L’obligation de service public adoptée pour cette route a été formalisée par un arrêté préfectoral de septembre 2025, avec une durée de quatre ans. Le bureau du syndicat mixte Pyrénia a validé la proposition de Volotea, et le conseil syndical doit l’acter le 23 février, afin d’intégrer la liaison au cadre OSP national défini par l’État.
Les enjeux pour les aéroports de Tarbes-Lourdes-Pyrénées et Pau face à la nouvelle répartition des lignes
Pour les gestionnaires de Tarbes-Lourdes-Pyrénées et de Pau, la réorganisation des liaisons vers Paris-Orly rebat les cartes d’un équilibre longtemps contesté des deux côtés des Pyrénées. L’ouverture parallèle de procédures d’obligation de service public sur chaque aéroport pousse les élus à réfléchir à une coopération interaéroports régionale, afin de coordonner horaires, flottes et complémentarités plutôt que d’alimenter des rivalités stériles.

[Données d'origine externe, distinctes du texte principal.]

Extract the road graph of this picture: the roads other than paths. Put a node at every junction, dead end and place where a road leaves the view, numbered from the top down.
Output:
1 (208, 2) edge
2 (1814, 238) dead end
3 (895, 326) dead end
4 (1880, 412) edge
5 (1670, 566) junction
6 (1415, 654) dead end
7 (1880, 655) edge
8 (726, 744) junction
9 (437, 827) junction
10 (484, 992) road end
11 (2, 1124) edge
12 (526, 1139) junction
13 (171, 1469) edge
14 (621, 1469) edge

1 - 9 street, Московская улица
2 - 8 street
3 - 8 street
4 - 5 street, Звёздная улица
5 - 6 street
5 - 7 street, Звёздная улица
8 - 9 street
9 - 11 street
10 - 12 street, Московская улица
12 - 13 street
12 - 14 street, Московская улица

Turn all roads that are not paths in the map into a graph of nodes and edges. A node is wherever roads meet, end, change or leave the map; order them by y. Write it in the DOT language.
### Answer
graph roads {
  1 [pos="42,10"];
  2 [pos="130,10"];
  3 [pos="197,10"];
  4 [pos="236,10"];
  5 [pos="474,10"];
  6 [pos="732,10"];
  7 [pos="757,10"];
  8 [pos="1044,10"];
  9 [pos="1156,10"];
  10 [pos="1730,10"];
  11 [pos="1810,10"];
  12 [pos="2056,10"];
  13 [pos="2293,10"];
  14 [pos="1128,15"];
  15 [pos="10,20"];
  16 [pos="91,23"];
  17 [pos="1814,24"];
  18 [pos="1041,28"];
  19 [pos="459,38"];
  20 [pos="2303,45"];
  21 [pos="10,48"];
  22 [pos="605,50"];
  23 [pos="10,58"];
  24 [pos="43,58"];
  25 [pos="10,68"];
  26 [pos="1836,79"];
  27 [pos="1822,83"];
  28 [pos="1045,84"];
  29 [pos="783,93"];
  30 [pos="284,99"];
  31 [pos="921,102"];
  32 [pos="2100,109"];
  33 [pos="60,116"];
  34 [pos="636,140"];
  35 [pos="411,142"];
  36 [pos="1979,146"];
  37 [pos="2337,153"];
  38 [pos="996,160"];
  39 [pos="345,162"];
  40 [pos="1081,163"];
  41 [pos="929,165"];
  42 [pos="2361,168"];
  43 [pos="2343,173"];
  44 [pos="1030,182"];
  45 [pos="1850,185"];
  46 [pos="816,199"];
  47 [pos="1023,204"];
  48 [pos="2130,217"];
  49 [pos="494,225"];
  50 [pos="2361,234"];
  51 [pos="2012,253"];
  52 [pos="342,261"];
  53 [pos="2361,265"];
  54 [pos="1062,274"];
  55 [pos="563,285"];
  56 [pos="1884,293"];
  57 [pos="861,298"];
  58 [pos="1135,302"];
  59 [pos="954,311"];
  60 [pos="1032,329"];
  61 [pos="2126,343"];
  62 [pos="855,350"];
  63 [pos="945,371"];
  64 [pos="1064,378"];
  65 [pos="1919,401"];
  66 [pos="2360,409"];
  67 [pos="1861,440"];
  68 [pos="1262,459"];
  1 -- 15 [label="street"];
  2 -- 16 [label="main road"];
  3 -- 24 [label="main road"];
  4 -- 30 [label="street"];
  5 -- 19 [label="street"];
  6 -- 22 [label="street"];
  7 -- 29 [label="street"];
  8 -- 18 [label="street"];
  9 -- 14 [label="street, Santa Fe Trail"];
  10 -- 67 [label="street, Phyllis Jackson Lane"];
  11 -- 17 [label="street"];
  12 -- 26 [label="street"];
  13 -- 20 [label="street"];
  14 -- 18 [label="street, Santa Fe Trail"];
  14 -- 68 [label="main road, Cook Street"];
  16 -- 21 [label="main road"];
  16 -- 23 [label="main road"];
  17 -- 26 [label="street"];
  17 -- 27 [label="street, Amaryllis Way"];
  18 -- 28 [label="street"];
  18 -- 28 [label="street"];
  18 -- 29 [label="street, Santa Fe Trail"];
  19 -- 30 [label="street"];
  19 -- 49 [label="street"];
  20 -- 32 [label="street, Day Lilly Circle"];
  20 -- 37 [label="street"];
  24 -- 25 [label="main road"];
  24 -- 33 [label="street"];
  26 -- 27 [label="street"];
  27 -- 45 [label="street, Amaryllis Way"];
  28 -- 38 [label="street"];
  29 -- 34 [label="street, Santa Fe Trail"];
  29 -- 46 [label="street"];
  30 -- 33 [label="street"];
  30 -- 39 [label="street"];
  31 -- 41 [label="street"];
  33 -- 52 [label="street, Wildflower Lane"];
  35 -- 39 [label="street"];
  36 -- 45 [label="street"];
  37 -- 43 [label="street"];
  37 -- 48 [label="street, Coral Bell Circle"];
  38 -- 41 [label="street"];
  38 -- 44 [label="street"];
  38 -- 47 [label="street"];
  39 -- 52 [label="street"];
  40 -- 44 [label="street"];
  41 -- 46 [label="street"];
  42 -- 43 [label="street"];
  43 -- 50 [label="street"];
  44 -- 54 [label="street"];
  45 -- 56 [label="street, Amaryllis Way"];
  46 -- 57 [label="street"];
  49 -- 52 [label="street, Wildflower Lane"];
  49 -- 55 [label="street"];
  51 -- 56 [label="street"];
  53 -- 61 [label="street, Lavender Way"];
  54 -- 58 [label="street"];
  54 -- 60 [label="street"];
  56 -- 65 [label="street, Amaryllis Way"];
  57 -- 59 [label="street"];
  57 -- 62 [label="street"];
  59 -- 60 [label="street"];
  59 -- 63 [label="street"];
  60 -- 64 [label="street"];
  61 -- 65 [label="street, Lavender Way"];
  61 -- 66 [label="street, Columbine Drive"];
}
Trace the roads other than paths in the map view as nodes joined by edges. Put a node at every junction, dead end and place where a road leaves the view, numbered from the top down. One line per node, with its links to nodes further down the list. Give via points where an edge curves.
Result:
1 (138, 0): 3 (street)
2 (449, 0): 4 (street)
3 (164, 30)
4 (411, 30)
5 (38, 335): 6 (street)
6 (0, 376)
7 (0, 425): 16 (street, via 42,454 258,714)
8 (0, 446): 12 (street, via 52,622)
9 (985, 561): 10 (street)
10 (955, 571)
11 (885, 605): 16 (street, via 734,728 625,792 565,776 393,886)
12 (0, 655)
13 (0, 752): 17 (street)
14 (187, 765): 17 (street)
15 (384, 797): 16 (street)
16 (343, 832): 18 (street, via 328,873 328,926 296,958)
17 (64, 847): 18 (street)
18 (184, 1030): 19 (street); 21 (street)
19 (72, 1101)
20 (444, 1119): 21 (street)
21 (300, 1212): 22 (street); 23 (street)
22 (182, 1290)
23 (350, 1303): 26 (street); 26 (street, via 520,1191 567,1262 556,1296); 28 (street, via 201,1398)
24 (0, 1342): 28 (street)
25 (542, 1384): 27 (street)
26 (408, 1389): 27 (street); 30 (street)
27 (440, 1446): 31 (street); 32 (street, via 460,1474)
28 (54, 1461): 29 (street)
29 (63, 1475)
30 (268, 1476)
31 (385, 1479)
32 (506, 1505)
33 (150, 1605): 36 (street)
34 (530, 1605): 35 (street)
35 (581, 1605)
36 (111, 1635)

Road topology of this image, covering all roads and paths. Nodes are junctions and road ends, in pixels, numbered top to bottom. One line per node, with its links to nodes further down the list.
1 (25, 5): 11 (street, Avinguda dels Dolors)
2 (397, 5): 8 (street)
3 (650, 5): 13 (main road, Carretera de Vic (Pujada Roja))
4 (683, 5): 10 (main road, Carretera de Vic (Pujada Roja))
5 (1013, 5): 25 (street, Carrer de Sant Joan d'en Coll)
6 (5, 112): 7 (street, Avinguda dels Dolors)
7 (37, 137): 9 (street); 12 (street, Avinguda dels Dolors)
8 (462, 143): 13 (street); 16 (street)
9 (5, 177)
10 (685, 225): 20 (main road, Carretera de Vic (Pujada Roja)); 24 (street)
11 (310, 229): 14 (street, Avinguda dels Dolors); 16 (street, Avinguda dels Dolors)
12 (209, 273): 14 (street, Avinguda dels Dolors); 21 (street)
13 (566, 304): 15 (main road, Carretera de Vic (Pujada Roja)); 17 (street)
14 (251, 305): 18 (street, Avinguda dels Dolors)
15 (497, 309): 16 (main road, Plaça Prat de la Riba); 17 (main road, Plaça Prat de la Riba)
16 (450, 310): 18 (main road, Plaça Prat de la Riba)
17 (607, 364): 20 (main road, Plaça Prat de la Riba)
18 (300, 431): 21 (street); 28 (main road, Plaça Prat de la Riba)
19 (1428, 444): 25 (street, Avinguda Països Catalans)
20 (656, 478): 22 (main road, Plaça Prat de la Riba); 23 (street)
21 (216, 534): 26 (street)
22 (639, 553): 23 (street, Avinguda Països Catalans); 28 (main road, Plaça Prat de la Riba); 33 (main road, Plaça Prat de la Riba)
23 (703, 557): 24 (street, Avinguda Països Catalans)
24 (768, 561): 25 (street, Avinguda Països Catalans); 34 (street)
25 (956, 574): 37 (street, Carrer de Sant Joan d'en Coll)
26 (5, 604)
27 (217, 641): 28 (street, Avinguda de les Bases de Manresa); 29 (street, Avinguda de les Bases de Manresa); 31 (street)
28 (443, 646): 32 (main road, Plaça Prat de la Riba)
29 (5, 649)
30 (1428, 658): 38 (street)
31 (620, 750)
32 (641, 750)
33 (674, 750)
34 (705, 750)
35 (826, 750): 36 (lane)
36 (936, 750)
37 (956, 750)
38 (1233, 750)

Du côté de Pau, des discussions avancées sont menées avec la compagnie Amélia pour une liaison Pau Paris-Orly dès le 1er juin 2026, opérée avec un appareil d’environ cent sièges. Face à la montée de la concurrence entre plateformes locales, élus béarnais et bigourdans cherchent un compromis pour éviter la dispersion d’un trafic d’affaires et touristique déjà limité. Les décisions locales des syndicats mixtes sur les subventions publiques transport seront déterminantes.